= Alexander Makowsky =

Alexander Makowsky (17 December 1833 in Svitavy - 30 November 1908 in Brno) was an Austrian botanist, geologist and paleontologist.

He studied at the University of Technology in Brno, and afterwards, worked as a schoolteacher in Olomouc (1858–64) and Brno (1864–68). From 1873 to 1905 he was a professor of geology and mineralogy at the technical university in Brno.

He devoted the early part of his career to botanical studies, but his interests later switched to the areas of geology, paleontology and prehistory. Included in his research were studies of Pleistocene era humans and animals of Moravia. With Anton Rzehak, he produced a geological map of the environs of Brno, titled Geologische Karte der Umgebung von Brünn (1883).
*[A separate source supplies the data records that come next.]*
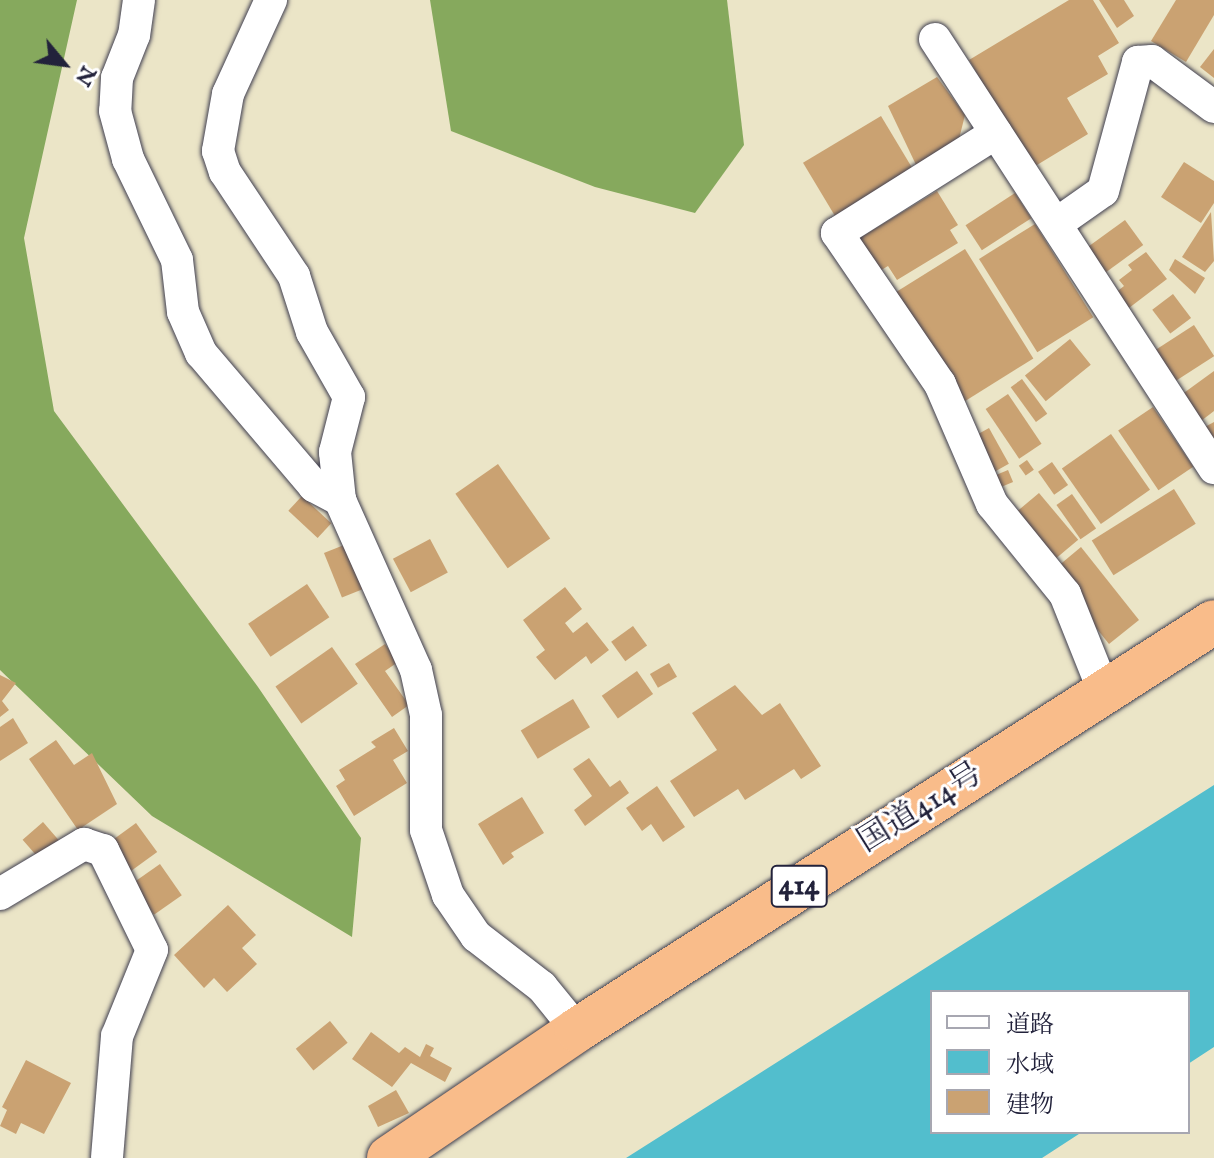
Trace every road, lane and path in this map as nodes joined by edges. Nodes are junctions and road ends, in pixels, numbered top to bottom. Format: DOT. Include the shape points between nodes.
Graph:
graph roads {
  1 [pos="139,0"];
  2 [pos="271,0"];
  3 [pos="935,39"];
  4 [pos="1214,107"];
  5 [pos="996,133"];
  6 [pos="1056,224"];
  7 [pos="1214,468"];
  8 [pos="340,500"];
  9 [pos="1214,622"];
  10 [pos="1105,694"];
  11 [pos="0,894"];
  12 [pos="577,1030"];
  13 [pos="107,1158"];
  14 [pos="389,1158"];
  1 -- 8 [label="street" via="134,35 117,78 115,111 128,159 177,260 183,312 211,366 314,486"];
  2 -- 8 [label="street" via="228,94 218,151 225,172 294,276 312,332 349,397 335,452"];
  3 -- 5 [label="street"];
  4 -- 6 [label="street" via="1152,61 1138,62 1103,191"];
  5 -- 6 [label="street"];
  5 -- 10 [label="street" via="837,233 940,384 992,504 1065,594"];
  6 -- 7 [label="street"];
  8 -- 12 [label="street" via="416,670 426,715 426,830 448,895 476,936 542,987"];
  9 -- 10 [label="highway, 国道414号 / 414"];
  10 -- 12 [label="highway, 国道414号 / 414"];
  11 -- 13 [label="street" via="84,844 103,850 152,950 117,1036"];
  12 -- 14 [label="highway, 国道414号 / 414"];
}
The discosauriscid seymouriamorph Makowskia laticephala commemorates his name.

In 1910, his brother-in-law Franz Bartsch bequeathed Makowsky's herbarium to the Zoological-Botanical Society in Vienna.

== Selected works ==
- Die Sumpf- und Uferflora von Olmütz, 1860 - Marsh and riparian flora of Olmütz.
- Die Flora des Brünner Kreises, nach pflanzengeographischen Principien, 1862 - The flora of the Brünn area, according to phytogeographical principles.
- Darwin's Theorie der organischen Schöpfung (1865) – vorgetragen in der Sitzung des naturforschenden Vereins vom 11. Jänner 1865 von Alexander Makowsky
- Die Wasserpest (1869) – ein Beitrag, gehalten in der Plenarsitzung des Naturforschenden Vereines in Brünn am 13. October 1869
- Mährens Gesteine in terminologischer Anordnung für die Weltausstellung in Wien (1873) – Unterrichts-Abtheilung
- Der Boden von Brünn (1875) – Vortrag des Alexander Makowsky im Verein praktischer Aerzte in Brünn. Separate: Tagesbote aus Mähren und Schlesien, Nr. 156, 157 und 158.
- Die vulkanische Eifel (1875) – eine geologische Skizze : vorgetragen in der Sitzung des naturforschenden Vereines in Brünn am 11. Februar 1875.
- Geologischer Führer für die Umgebung von Brünn (1877) – Excursion Nr. 2. 30. September bis 2. October
- Bericht über den Meteoritenfall bei Tieschitz in Mähren, 1878 - Report on the meteorite fall at Tieschitz in Moravia.
- Die erloschenen Vulkane Nord-Mährens und Öst. Schlesiens (1883)
- Die Tropfsteinhöhle von Saubsdorf in österr. Schlesien. Freiwaldau (1885) – Mährisch-schlesischer Sudeten-Gebirgsverein
- Der Löss von Brünn und seine Einschlüsse an diluvialen Thieren und Menschen, 1888 - The loess of Brünn and its inclusions of Pleistocene animals and humans.
- Der diluviale Mensch in Löss von Brünn, 1889 - The diluvial man in the loess of Brünn.
- Denkschrift zur endgiltigen Lösung der Trinkwasserfrage von Brünn (1890)
- Das Rhinoceros der Diluvialzeit Mährens als Jagdthier des paläolithischen Menschen, 1897 - The rhinoceros of diluvial Moravia as a hunted animal of Palaeolithic people.
- Der Mensch der Diluvialzeit Mährens mit besonderer Berücksichtigung der in den mineralogisch-geologischen Sammlungen der k.k. technischen Hochschule in Brünn verwahrten Fundobjecte (1899)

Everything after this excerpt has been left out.